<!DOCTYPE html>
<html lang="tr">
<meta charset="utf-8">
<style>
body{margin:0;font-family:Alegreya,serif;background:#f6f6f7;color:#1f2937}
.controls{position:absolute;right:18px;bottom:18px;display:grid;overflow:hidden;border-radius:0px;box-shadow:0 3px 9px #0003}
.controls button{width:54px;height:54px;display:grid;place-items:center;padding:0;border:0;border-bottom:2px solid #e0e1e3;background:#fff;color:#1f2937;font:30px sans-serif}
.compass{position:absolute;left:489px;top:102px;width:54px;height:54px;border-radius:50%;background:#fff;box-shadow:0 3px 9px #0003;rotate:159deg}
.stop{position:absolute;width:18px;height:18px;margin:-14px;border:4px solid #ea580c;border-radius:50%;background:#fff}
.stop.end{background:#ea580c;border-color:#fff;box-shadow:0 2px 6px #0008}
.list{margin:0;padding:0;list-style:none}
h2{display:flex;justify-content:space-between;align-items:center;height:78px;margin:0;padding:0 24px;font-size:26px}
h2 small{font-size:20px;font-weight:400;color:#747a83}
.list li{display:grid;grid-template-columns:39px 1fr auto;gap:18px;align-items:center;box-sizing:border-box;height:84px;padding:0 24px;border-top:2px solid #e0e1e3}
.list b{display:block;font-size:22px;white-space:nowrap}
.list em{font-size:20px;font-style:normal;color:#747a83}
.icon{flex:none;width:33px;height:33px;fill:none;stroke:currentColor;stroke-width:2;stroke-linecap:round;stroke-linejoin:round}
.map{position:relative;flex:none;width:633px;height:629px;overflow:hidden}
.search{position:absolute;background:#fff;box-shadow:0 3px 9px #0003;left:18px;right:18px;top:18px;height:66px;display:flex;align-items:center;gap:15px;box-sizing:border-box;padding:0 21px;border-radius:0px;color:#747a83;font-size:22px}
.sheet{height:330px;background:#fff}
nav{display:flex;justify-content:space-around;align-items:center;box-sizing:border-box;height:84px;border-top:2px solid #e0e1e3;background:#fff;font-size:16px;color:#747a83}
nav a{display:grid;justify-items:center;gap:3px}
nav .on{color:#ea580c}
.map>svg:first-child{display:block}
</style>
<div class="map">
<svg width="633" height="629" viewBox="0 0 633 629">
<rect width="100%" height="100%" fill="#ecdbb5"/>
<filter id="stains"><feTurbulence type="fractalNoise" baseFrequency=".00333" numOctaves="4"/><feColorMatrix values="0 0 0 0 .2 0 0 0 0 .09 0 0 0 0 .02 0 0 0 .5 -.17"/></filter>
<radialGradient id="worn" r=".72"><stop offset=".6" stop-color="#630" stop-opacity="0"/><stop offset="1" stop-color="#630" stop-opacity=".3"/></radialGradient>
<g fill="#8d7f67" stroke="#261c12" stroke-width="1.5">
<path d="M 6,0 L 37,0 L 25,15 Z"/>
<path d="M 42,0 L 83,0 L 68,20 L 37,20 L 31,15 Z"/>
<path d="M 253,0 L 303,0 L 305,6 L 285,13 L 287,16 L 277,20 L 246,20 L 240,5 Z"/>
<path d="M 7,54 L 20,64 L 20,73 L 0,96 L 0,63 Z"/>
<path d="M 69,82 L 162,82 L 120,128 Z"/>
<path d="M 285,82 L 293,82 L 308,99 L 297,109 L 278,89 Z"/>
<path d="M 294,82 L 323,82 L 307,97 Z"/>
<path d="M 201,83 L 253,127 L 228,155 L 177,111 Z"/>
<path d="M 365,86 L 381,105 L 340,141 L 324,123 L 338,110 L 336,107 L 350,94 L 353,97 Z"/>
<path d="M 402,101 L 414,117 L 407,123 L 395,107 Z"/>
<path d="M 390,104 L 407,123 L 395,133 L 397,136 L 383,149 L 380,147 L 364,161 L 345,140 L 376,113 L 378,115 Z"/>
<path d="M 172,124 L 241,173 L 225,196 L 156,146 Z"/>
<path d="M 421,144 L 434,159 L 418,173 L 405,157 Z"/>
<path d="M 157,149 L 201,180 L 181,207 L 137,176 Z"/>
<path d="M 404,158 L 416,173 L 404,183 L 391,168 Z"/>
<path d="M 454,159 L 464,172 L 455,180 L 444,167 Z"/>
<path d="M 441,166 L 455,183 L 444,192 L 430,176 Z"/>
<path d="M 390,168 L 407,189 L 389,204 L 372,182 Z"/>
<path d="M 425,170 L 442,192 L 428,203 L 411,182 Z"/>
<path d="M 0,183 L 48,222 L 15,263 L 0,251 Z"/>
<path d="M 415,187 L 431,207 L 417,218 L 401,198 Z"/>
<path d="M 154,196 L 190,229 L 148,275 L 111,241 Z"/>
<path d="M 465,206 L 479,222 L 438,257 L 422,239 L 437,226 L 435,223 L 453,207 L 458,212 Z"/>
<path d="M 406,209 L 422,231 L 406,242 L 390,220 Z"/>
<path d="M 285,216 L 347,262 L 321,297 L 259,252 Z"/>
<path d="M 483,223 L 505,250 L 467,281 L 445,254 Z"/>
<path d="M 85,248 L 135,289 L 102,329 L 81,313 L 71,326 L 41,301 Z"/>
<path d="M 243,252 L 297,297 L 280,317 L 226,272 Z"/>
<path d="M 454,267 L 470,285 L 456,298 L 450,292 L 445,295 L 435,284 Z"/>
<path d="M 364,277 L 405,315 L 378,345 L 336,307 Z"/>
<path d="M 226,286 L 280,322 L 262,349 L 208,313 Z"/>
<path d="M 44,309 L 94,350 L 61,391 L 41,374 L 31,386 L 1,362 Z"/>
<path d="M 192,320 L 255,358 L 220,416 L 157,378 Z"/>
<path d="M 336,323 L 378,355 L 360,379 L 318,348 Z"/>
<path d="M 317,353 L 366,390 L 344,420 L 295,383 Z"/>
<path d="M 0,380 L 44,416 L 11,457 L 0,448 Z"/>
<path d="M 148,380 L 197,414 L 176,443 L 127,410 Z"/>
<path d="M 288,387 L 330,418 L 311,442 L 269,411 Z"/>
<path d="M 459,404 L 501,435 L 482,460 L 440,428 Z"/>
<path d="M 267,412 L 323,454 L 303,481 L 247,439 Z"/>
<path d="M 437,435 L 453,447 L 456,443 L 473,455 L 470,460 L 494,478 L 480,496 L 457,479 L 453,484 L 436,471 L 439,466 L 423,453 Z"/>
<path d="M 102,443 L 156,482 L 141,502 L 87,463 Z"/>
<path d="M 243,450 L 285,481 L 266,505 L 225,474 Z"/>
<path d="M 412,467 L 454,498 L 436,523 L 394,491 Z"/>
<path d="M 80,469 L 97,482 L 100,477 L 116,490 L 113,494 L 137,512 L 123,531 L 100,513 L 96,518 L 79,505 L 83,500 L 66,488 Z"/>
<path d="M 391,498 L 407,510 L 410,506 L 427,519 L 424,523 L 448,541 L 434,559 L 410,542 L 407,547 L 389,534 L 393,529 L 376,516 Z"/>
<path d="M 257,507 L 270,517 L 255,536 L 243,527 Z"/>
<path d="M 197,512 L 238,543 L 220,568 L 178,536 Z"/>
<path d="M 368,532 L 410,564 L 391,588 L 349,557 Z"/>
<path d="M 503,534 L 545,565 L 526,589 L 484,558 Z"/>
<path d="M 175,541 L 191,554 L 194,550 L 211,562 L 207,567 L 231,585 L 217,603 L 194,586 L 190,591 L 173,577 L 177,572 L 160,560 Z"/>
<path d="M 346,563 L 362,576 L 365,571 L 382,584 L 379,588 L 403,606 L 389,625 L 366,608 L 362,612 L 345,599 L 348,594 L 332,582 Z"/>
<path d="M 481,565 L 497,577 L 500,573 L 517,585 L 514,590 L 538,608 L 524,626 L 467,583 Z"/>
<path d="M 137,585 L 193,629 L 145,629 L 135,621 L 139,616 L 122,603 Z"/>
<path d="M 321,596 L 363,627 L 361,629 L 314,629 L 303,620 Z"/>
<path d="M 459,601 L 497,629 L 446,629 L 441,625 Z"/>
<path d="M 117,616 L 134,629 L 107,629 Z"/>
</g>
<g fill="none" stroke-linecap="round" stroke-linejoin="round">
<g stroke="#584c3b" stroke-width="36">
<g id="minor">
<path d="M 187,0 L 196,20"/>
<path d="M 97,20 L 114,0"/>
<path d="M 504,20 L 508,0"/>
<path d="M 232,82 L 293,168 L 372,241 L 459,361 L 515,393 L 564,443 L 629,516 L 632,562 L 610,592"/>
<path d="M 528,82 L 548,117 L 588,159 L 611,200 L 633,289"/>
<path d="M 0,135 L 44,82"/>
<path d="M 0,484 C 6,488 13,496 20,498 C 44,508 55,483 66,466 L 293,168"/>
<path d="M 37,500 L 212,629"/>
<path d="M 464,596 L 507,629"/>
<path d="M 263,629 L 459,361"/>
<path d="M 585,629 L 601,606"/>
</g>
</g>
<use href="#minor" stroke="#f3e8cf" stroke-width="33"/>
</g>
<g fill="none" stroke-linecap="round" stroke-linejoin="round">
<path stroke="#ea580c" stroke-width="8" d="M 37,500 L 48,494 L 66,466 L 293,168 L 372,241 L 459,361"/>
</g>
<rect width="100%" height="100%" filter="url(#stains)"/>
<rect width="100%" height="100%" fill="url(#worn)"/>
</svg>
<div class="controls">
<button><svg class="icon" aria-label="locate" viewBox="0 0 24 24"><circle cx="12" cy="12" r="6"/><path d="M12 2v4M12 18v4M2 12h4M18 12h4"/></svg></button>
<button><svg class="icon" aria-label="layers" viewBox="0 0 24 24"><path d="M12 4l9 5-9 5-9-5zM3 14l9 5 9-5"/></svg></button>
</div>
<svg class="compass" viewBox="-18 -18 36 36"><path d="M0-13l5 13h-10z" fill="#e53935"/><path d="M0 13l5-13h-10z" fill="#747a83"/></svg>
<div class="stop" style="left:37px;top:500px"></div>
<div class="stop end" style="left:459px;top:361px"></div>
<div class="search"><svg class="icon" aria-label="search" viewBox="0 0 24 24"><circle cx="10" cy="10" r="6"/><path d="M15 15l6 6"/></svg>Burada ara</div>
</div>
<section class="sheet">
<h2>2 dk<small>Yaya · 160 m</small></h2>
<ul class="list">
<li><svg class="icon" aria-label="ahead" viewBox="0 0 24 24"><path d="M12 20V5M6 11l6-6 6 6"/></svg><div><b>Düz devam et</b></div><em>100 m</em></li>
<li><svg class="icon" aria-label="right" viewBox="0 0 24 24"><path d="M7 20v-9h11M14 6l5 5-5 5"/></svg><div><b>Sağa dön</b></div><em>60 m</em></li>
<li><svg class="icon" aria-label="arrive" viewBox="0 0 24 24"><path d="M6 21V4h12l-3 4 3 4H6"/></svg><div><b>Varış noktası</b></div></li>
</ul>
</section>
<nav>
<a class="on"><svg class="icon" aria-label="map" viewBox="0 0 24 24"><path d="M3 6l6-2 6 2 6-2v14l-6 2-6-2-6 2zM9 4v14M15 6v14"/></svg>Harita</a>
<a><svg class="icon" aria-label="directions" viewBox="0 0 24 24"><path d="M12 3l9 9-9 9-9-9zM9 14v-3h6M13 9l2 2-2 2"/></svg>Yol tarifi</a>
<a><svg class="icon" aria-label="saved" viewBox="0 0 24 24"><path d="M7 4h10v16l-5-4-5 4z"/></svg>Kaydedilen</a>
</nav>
*-*-*
Brief:
The word "list" appears on some lines of the data above; count those lines and give only the total.

Exercise output:
5